The installation as a whole reflects on the possibility of multiplying points of view and on the very idea of montage. The film is not the final outcome, but one of the possible outcomes of an experiment in which a place, La Ricarda, interacts with a community of artists. The process is still open: it is here, at the Capella, and now, at the moment that each of us enters into the piece, that the story can begin again or take a 360-degree turn.

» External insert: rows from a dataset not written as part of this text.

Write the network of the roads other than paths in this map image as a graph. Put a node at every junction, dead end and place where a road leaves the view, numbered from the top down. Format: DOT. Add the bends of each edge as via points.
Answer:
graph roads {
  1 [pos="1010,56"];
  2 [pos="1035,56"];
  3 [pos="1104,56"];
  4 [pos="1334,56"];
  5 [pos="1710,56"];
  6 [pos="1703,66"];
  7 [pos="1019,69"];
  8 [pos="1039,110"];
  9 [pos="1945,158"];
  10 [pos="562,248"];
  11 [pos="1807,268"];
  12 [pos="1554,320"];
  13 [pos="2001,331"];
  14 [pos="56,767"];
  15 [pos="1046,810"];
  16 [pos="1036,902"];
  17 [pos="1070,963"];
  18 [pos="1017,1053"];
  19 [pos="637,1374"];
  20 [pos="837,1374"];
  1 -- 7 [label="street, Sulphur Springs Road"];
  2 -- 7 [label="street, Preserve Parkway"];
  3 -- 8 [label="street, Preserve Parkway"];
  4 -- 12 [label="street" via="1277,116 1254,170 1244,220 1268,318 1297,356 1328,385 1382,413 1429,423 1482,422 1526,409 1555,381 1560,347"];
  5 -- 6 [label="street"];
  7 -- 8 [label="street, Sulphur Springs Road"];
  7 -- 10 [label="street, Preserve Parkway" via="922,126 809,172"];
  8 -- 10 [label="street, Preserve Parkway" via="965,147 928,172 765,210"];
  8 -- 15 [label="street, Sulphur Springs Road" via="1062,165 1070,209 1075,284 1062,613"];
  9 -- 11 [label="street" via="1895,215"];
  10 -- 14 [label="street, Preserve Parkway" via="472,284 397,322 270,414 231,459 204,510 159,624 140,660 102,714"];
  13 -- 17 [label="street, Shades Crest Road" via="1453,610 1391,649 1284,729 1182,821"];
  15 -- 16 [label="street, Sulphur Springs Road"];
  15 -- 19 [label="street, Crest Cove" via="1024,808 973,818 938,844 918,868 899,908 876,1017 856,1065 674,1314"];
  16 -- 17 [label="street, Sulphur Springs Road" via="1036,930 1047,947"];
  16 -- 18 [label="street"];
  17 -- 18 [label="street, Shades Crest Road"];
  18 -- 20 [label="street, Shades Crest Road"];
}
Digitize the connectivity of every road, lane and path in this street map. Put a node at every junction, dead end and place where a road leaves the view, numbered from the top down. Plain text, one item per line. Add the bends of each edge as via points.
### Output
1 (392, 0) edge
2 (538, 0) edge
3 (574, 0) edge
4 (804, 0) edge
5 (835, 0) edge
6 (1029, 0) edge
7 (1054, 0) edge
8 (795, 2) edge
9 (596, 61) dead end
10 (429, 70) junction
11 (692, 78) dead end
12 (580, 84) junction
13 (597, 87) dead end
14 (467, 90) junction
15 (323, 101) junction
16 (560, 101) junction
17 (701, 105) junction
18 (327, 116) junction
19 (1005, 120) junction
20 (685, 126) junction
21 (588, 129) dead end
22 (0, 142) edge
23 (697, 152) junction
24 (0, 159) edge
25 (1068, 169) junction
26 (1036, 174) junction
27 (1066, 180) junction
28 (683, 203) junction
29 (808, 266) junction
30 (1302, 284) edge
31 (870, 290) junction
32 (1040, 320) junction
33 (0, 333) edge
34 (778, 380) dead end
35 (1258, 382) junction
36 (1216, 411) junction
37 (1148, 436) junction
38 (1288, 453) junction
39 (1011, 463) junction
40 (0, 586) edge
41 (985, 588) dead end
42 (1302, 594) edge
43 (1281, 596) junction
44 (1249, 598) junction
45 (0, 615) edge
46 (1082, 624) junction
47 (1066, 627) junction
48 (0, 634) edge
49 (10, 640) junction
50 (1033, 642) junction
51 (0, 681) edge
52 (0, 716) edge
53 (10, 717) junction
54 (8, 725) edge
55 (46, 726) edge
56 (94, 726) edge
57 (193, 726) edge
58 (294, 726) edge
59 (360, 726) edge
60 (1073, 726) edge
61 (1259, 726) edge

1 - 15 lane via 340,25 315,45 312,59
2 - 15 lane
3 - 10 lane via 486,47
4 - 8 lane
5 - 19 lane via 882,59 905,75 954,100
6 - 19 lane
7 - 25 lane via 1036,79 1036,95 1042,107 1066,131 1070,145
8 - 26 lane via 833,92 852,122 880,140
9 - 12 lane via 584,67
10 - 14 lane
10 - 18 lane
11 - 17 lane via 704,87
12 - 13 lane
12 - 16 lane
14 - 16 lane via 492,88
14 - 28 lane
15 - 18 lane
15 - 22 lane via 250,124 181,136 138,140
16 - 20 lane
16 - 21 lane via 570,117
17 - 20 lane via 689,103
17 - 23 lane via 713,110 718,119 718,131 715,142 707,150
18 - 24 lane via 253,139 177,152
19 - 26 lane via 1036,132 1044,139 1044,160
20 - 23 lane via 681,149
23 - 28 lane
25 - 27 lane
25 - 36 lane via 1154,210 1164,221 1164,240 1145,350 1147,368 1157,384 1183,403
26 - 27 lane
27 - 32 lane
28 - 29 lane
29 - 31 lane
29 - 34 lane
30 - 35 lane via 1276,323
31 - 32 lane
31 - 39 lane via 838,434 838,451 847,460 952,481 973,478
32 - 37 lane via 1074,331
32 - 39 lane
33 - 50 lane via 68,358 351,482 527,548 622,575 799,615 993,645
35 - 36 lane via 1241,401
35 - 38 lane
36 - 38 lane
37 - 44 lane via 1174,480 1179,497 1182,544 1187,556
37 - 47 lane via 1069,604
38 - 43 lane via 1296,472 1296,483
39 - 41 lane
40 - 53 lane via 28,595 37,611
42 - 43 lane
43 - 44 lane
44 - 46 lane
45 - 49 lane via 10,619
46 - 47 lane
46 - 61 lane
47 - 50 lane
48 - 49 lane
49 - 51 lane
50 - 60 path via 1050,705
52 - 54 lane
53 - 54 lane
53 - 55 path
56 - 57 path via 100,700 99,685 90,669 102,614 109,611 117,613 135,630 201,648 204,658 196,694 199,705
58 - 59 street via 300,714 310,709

On exhibit along with La Ricarda is an intervention specifically conceived for the Capella by Renata Lucas. The piece will become part of MACBA's permanent collection. From the beginning, Renata Lucas's work has been concerned with establishing a dialogue with the urban context and with architecture. It is hard to call her work sculpture, installation or architecture… Her works are often bound to the space in which they act, allowing once-invisible elements to be seen from a new perspective. This piece proposes something similar, though within the exhibition space. The origin and function of the space differ from its current use, and hence entering into a dialogue with it entails investigating the limits and possibilities of a terrain that brings together many different cultural and architectural codes. The work analyzes the basic notions that constitute the space, the walls and the floor, as well as tectonic elements. It also interrogates light, a factor that determines whether or not the space can be perceived.
Curators: Bartomeu Marí and Antònia Maria Perelló Production: Museu d'Art Contemporani de Barcelona (MACBA).